The impact of agricultural management on soil aggregation and carbon storage is regulated by climatic thresholds across a 3000 km European gradient

Organic carbon and aggregate stability are key features of soil quality and are important to consider when evaluating the potential of agricultural soils as carbon sinks. However, we lack a comprehensive understanding of how soil organic carbon (SOC) and aggregate stability respond to agricultural management across wide environmental gradients. Here, we assessed the impact of climatic factors, soil properties and agricultural management (including land use, crop cover, crop diversity, organic fertilization, and management intensity) on SOC and the mean weight diameter of soil aggregates, commonly used as an indicator for soil aggregate stability, across a 3000 km European gradient.
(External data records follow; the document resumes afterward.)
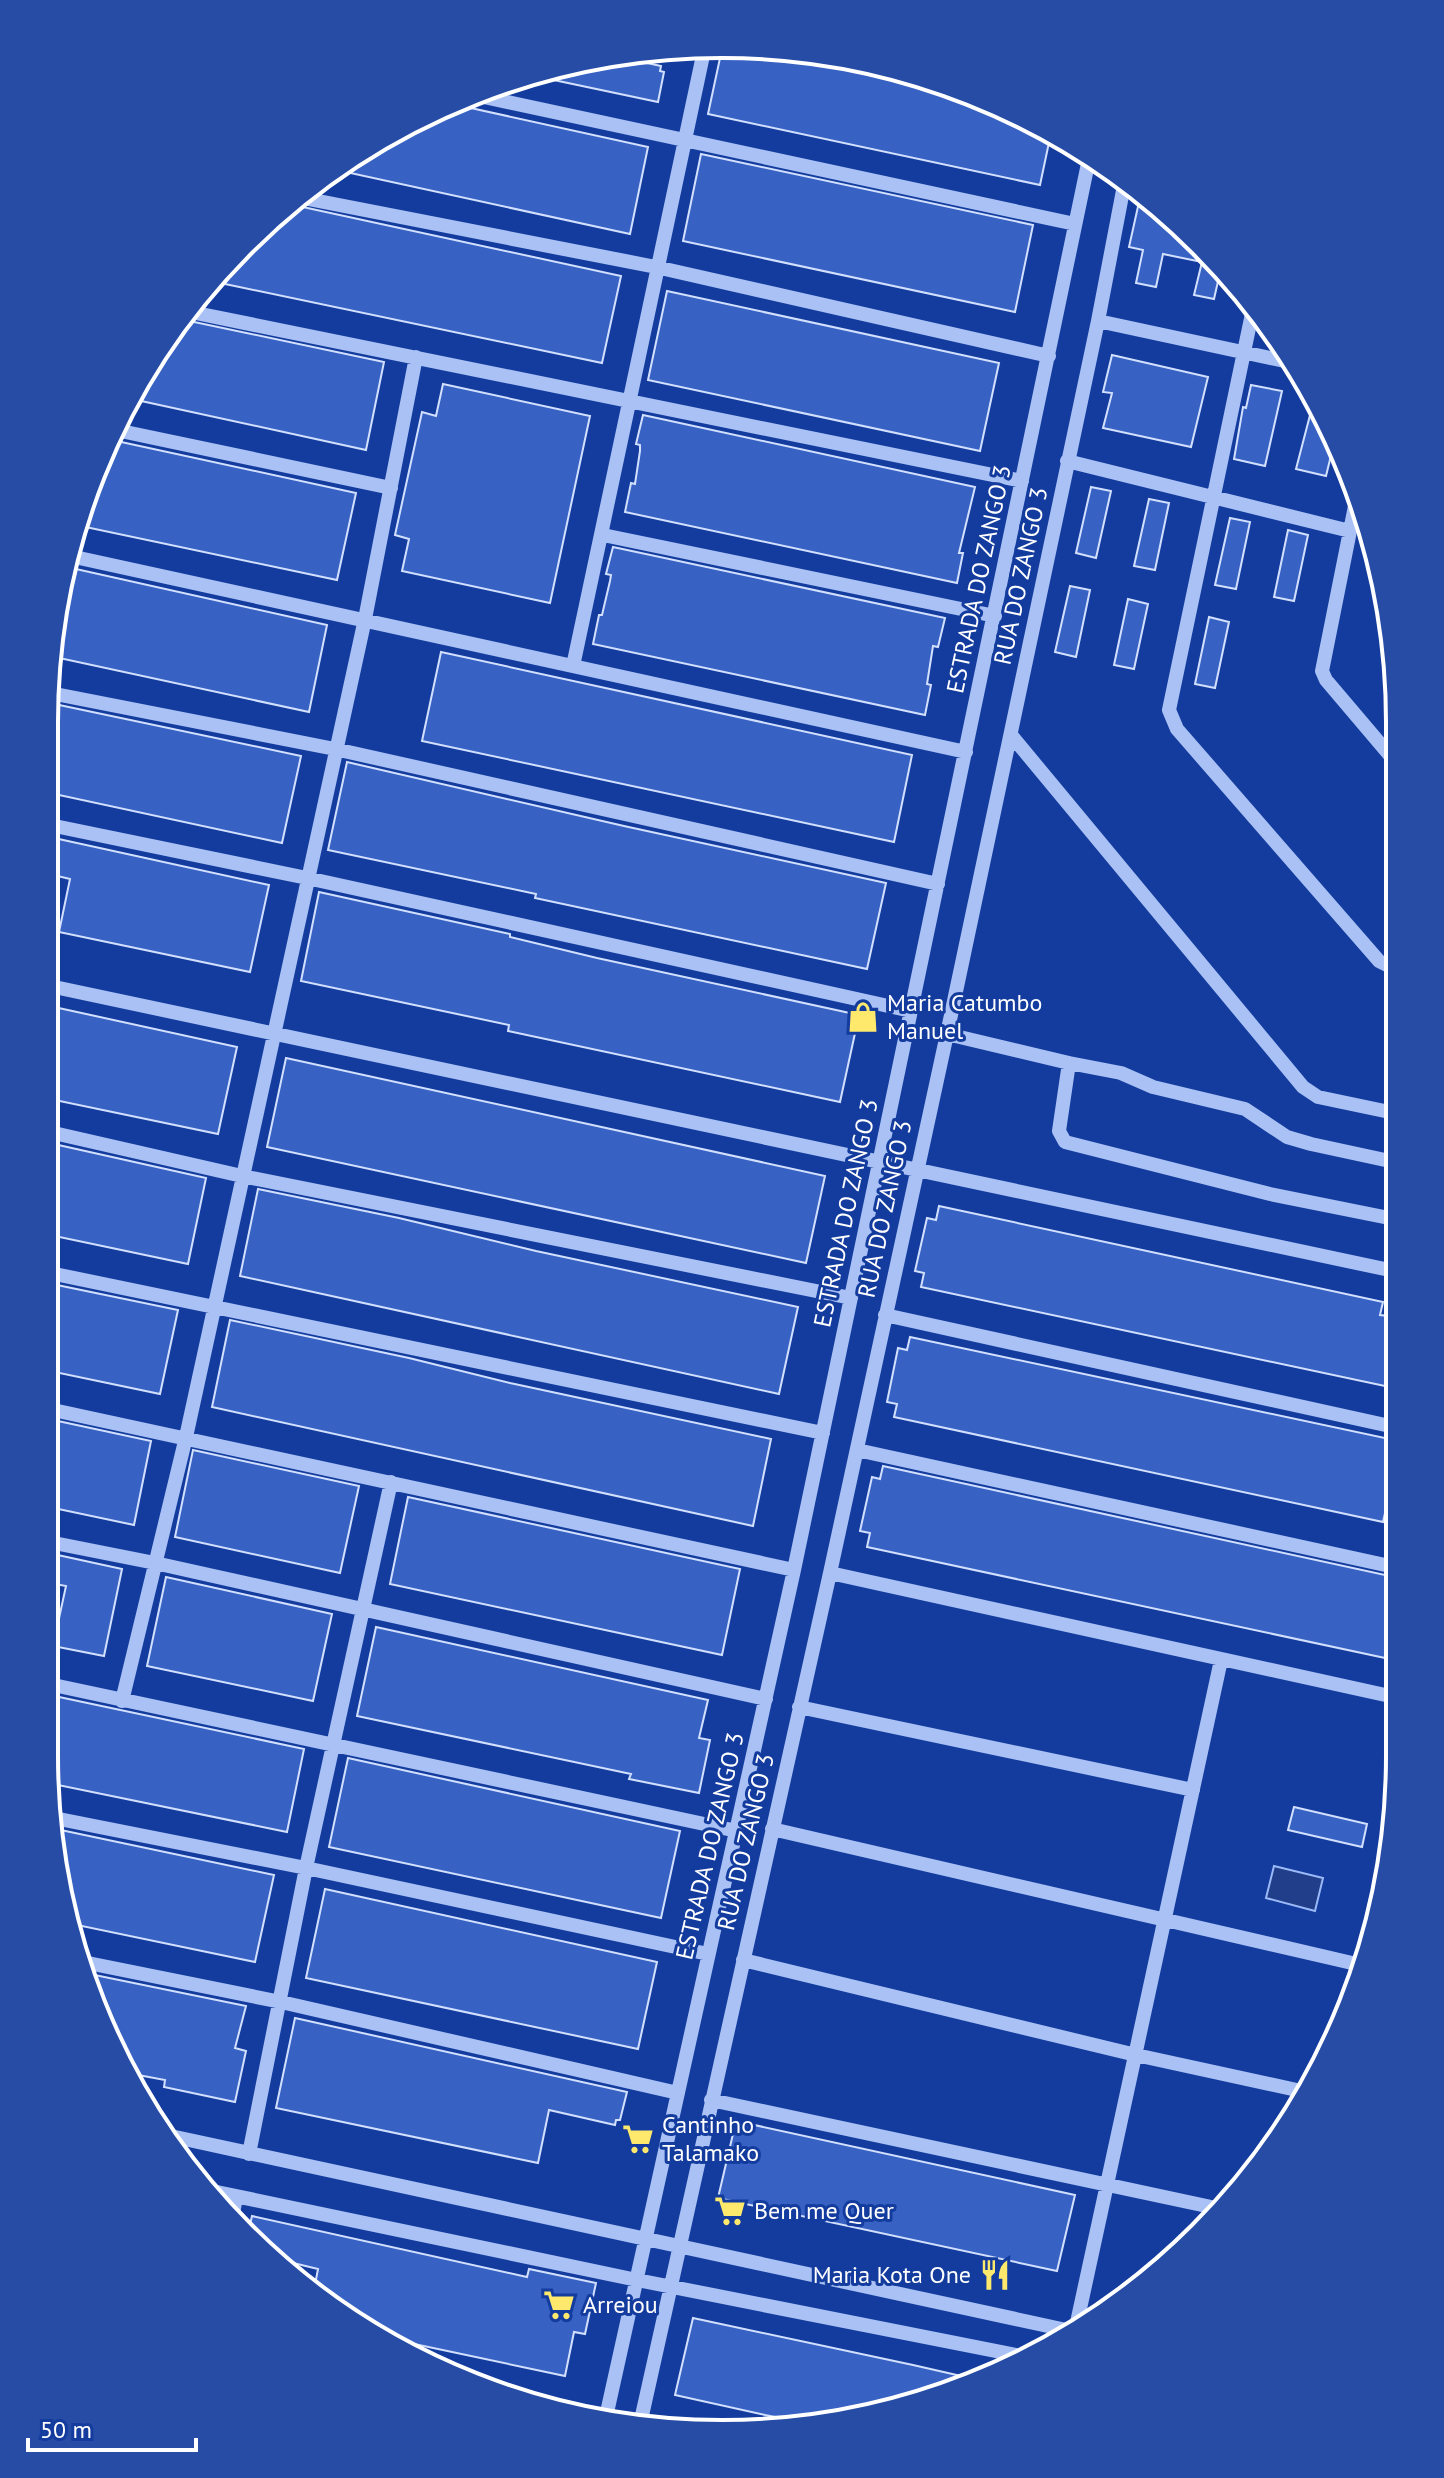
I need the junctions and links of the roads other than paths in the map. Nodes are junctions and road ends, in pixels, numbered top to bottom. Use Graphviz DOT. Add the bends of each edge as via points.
graph roads {
  1 [pos="702,58"];
  2 [pos="494,99"];
  3 [pos="684,138"];
  4 [pos="1087,168"];
  5 [pos="1123,193"];
  6 [pos="312,200"];
  7 [pos="1075,224"];
  8 [pos="656,267"];
  9 [pos="199,314"];
  10 [pos="1251,320"];
  11 [pos="1098,321"];
  12 [pos="1244,352"];
  13 [pos="1049,356"];
  14 [pos="416,357"];
  15 [pos="1278,359"];
  16 [pos="630,401"];
  17 [pos="124,432"];
  18 [pos="1067,461"];
  19 [pos="1022,481"];
  20 [pos="391,488"];
  21 [pos="1213,497"];
  22 [pos="1353,516"];
  23 [pos="1350,531"];
  24 [pos="603,535"];
  25 [pos="79,558"];
  26 [pos="995,616"];
  27 [pos="365,619"];
  28 [pos="573,666"];
  29 [pos="59,695"];
  30 [pos="1011,735"];
  31 [pos="335,749"];
  32 [pos="1386,751"];
  33 [pos="966,752"];
  34 [pos="58,827"];
  35 [pos="307,878"];
  36 [pos="938,884"];
  37 [pos="1386,964"];
  38 [pos="58,988"];
  39 [pos="911,1011"];
  40 [pos="273,1032"];
  41 [pos="947,1034"];
  42 [pos="1069,1063"];
  43 [pos="1386,1111"];
  44 [pos="58,1134"];
  45 [pos="879,1160"];
  46 [pos="1386,1160"];
  47 [pos="916,1168"];
  48 [pos="242,1176"];
  49 [pos="1386,1217"];
  50 [pos="1386,1269"];
  51 [pos="58,1275"];
  52 [pos="851,1298"];
  53 [pos="214,1307"];
  54 [pos="885,1315"];
  55 [pos="58,1411"];
  56 [pos="1386,1425"];
  57 [pos="823,1433"];
  58 [pos="186,1437"];
  59 [pos="857,1450"];
  60 [pos="391,1482"];
  61 [pos="58,1544"];
  62 [pos="155,1563"];
  63 [pos="1386,1565"];
  64 [pos="794,1570"];
  65 [pos="830,1573"];
  66 [pos="363,1611"];
  67 [pos="1221,1660"];
  68 [pos="58,1686"];
  69 [pos="1386,1695"];
  70 [pos="766,1699"];
  71 [pos="122,1701"];
  72 [pos="799,1707"];
  73 [pos="334,1747"];
  74 [pos="1193,1790"];
  75 [pos="61,1819"];
  76 [pos="772,1829"];
  77 [pos="737,1831"];
  78 [pos="306,1868"];
  79 [pos="1165,1919"];
  80 [pos="708,1954"];
  81 [pos="743,1960"];
  82 [pos="1353,1963"];
  83 [pos="91,1964"];
  84 [pos="281,2002"];
  85 [pos="1136,2055"];
  86 [pos="1296,2090"];
  87 [pos="678,2093"];
  88 [pos="711,2100"];
  89 [pos="179,2138"];
  90 [pos="249,2154"];
  91 [pos="1107,2184"];
  92 [pos="223,2194"];
  93 [pos="236,2197"];
  94 [pos="234,2206"];
  95 [pos="1210,2207"];
  96 [pos="646,2239"];
  97 [pos="678,2246"];
  98 [pos="637,2280"];
  99 [pos="670,2286"];
  100 [pos="1078,2316"];
  101 [pos="1058,2328"];
  102 [pos="1011,2354"];
  103 [pos="608,2410"];
  104 [pos="642,2415"];
  1 -- 3 [label="street"];
  2 -- 3 [label="street"];
  3 -- 7 [label="street"];
  3 -- 8 [label="street"];
  4 -- 7 [label="street, ESTRADA DO ZANGO 3"];
  5 -- 11 [label="street, RUA DO ZANGO 3"];
  6 -- 8 [label="street"];
  7 -- 13 [label="street, ESTRADA DO ZANGO 3"];
  8 -- 13 [label="street"];
  8 -- 16 [label="street"];
  9 -- 14 [label="street"];
  10 -- 12 [label="street"];
  11 -- 12 [label="street"];
  11 -- 18 [label="street, RUA DO ZANGO 3"];
  12 -- 15 [label="street"];
  12 -- 21 [label="street"];
  13 -- 19 [label="street, ESTRADA DO ZANGO 3"];
  14 -- 16 [label="street"];
  14 -- 20 [label="street"];
  16 -- 19 [label="street"];
  16 -- 24 [label="street"];
  17 -- 20 [label="street"];
  18 -- 21 [label="street"];
  18 -- 30 [label="street, RUA DO ZANGO 3"];
  19 -- 26 [label="street, ESTRADA DO ZANGO 3"];
  20 -- 27 [label="street"];
  21 -- 23 [label="street"];
  21 -- 37 [label="street" via="1171,720"];
  22 -- 23 [label="street"];
  23 -- 32 [label="street" via="1322,671"];
  24 -- 26 [label="street"];
  24 -- 28 [label="street"];
  25 -- 27 [label="street"];
  26 -- 33 [label="street, ESTRADA DO ZANGO 3"];
  27 -- 28 [label="street"];
  27 -- 31 [label="street"];
  28 -- 33 [label="street"];
  29 -- 31 [label="street"];
  30 -- 41 [label="street, RUA DO ZANGO 3"];
  30 -- 43 [label="street" via="1303,1087 1318,1097"];
  31 -- 35 [label="street"];
  31 -- 36 [label="street"];
  33 -- 36 [label="street, ESTRADA DO ZANGO 3"];
  34 -- 35 [label="street"];
  35 -- 39 [label="street"];
  35 -- 40 [label="street"];
  36 -- 39 [label="street, ESTRADA DO ZANGO 3"];
  38 -- 40 [label="street"];
  39 -- 45 [label="street, ESTRADA DO ZANGO 3"];
  40 -- 45 [label="street"];
  40 -- 48 [label="street"];
  41 -- 42 [label="street"];
  41 -- 47 [label="street, RUA DO ZANGO 3"];
  42 -- 46 [label="street" via="1245,1109 1287,1137"];
  42 -- 49 [label="street" via="1059,1131 1065,1142"];
  44 -- 48 [label="street"];
  45 -- 47 [label="street"];
  45 -- 52 [label="street, ESTRADA DO ZANGO 3"];
  47 -- 50 [label="street"];
  47 -- 54 [label="street, RUA DO ZANGO 3"];
  48 -- 52 [label="street"];
  48 -- 53 [label="street"];
  51 -- 53 [label="street"];
  52 -- 57 [label="street, ESTRADA DO ZANGO 3"];
  53 -- 57 [label="street"];
  53 -- 58 [label="street"];
  54 -- 56 [label="street"];
  54 -- 59 [label="street, RUA DO ZANGO 3"];
  55 -- 58 [label="street"];
  57 -- 64 [label="street, ESTRADA DO ZANGO 3"];
  58 -- 60 [label="street"];
  58 -- 62 [label="street"];
  59 -- 63 [label="street"];
  59 -- 65 [label="street, RUA DO ZANGO 3"];
  60 -- 64 [label="street"];
  60 -- 66 [label="street"];
  61 -- 62 [label="street"];
  62 -- 66 [label="street"];
  62 -- 71 [label="street"];
  64 -- 70 [label="street, ESTRADA DO ZANGO 3"];
  65 -- 67 [label="street"];
  65 -- 72 [label="street, RUA DO ZANGO 3"];
  66 -- 70 [label="street"];
  66 -- 73 [label="street"];
  67 -- 69 [label="street"];
  67 -- 74 [label="street"];
  68 -- 71 [label="street"];
  70 -- 77 [label="street, ESTRADA DO ZANGO 3"];
  71 -- 73 [label="street"];
  72 -- 74 [label="street"];
  72 -- 76 [label="street, RUA DO ZANGO 3"];
  73 -- 77 [label="street"];
  73 -- 78 [label="street"];
  74 -- 79 [label="street"];
  75 -- 78 [label="street"];
  76 -- 79 [label="street"];
  76 -- 81 [label="street, RUA DO ZANGO 3"];
  77 -- 80 [label="street, ESTRADA DO ZANGO 3"];
  78 -- 80 [label="street"];
  78 -- 84 [label="street"];
  79 -- 82 [label="street"];
  79 -- 85 [label="street"];
  80 -- 87 [label="street, ESTRADA DO ZANGO 3"];
  81 -- 85 [label="street"];
  81 -- 88 [label="street, RUA DO ZANGO 3"];
  83 -- 84 [label="street"];
  84 -- 87 [label="street"];
  84 -- 90 [label="street"];
  85 -- 86 [label="street"];
  85 -- 91 [label="street"];
  87 -- 96 [label="street, ESTRADA DO ZANGO 3"];
  88 -- 91 [label="street"];
  88 -- 97 [label="street, RUA DO ZANGO 3"];
  89 -- 90 [label="street"];
  90 -- 96 [label="street"];
  91 -- 95 [label="street"];
  91 -- 100 [label="street"];
  92 -- 93 [label="street"];
  93 -- 94 [label="street"];
  93 -- 98 [label="street"];
  96 -- 97 [label="street"];
  96 -- 98 [label="street, ESTRADA DO ZANGO 3"];
  97 -- 99 [label="street, RUA DO ZANGO 3"];
  97 -- 101 [label="street"];
  98 -- 99 [label="street"];
  98 -- 103 [label="street, ESTRADA DO ZANGO 3"];
  99 -- 102 [label="street"];
  99 -- 104 [label="street, RUA DO ZANGO 3"];
}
Soil aggregate stability (−56%) and SOC stocks (−35%) in the topsoil (20 cm) were lower in croplands compared with neighboring grassland sites (uncropped sites with perennial vegetation and little or no external inputs). Land use and aridity were strong drivers of soil aggregation explaining 33% and 20% of the variation, respectively. SOC stocks were best explained by calcium content (20% of explained variation) followed by aridity (15%) and mean annual temperature (10%). We also found a threshold-like pattern for SOC stocks and aggregate stability in response to aridity, with lower values at sites with higher aridity. The impact of crop management on aggregate stability and SOC stocks appeared to be regulated by these thresholds, with more pronounced positive effects of crop diversity and more severe negative effects of crop management intensity in nondryland compared with dryland regions. We link the higher sensitivity of SOC stocks and aggregate stability in nondryland regions to a higher climatic potential for aggregate-mediated SOC stabilization. The presented findings are relevant for improving predictions of management effects on soil structure and C storage and highlight the need for site-specific agri-environmental policies to improve soil quality and C sequestration.